**PROBLEM DESCRIPTION**
Using the material below, copy every line where "above" appears.

**EXERCISE MATERIAL**
==========

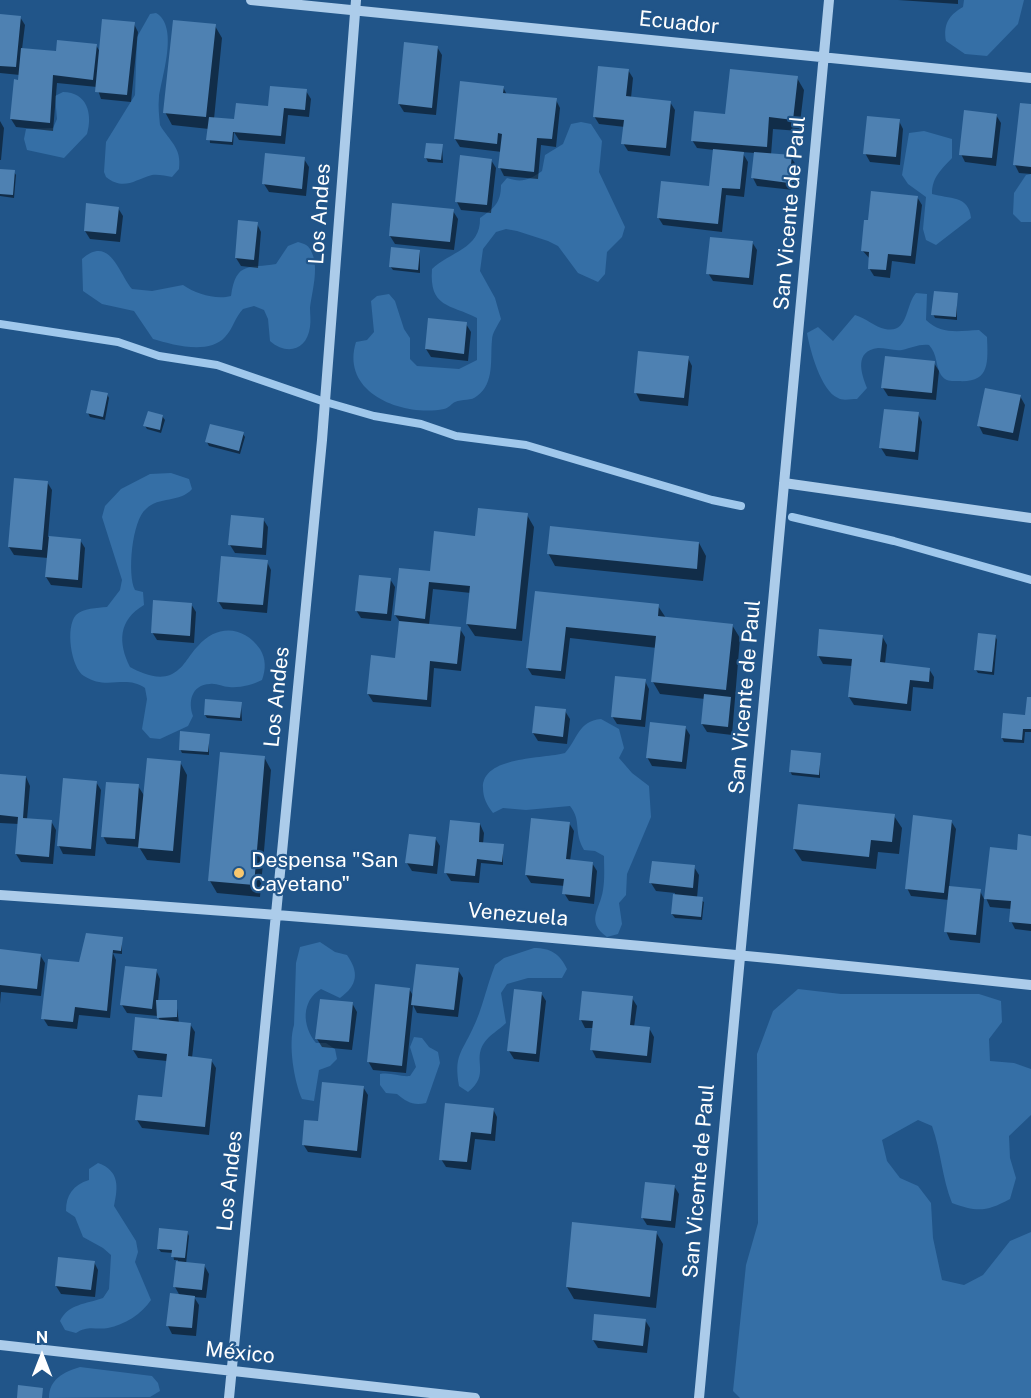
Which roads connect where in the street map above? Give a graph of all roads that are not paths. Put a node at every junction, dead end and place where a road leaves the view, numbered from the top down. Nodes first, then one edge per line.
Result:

==========

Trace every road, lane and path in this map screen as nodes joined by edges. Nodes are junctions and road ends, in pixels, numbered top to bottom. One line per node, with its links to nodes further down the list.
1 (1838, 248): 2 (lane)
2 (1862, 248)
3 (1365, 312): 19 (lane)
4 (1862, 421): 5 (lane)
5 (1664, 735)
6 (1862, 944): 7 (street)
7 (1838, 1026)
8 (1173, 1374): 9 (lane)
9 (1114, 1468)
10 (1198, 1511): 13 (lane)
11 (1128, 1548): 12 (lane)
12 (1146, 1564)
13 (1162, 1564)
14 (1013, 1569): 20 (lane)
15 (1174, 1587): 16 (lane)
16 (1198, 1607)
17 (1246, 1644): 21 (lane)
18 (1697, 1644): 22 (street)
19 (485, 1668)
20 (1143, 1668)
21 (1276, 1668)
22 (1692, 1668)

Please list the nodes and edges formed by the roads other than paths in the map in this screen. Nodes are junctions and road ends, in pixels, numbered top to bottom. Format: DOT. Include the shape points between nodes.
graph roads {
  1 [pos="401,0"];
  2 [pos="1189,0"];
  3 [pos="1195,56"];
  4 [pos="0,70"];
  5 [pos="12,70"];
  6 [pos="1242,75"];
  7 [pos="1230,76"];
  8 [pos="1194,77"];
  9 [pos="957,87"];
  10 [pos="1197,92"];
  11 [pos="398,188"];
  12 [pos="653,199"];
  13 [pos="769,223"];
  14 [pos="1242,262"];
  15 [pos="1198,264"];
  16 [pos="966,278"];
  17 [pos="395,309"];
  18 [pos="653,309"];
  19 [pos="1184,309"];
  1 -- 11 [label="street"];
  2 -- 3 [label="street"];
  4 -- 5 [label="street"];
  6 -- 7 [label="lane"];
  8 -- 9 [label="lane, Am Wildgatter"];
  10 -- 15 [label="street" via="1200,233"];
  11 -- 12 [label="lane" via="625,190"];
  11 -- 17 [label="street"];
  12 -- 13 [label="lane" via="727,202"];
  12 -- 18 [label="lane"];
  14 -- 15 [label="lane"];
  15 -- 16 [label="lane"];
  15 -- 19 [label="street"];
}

==========

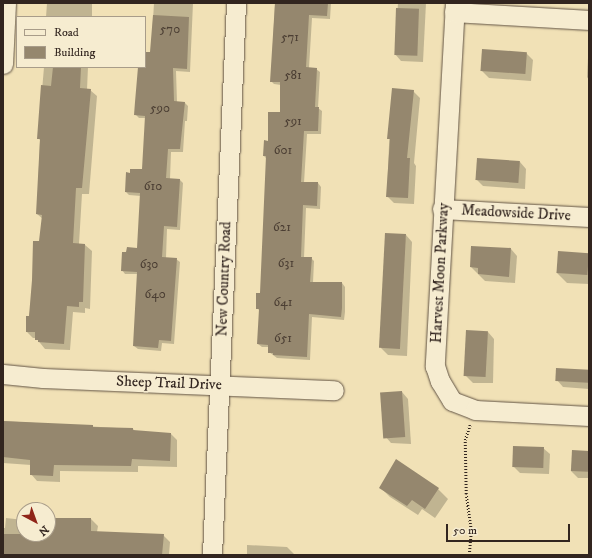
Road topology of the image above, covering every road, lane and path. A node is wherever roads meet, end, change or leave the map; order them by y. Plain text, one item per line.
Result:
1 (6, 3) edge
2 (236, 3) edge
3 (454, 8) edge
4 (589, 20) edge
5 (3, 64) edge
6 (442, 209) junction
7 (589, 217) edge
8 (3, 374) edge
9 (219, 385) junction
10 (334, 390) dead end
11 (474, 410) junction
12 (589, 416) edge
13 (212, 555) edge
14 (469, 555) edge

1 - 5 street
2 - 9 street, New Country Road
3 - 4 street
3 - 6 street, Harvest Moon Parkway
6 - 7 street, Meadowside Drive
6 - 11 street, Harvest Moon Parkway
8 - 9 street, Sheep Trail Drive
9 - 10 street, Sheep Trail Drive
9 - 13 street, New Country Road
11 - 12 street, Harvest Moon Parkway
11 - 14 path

==========

**RESULT OF THIS EXERCISE**
Which roads connect where in the street map above? Give a graph of all roads that are not paths. Put a node at every junction, dead end and place where a road leaves the view, numbered from the top down. Nodes first, then one edge per line.
Road topology of the image above, covering every road, lane and path. A node is wherever roads meet, end, change or leave the map; order them by y. Plain text, one item per line.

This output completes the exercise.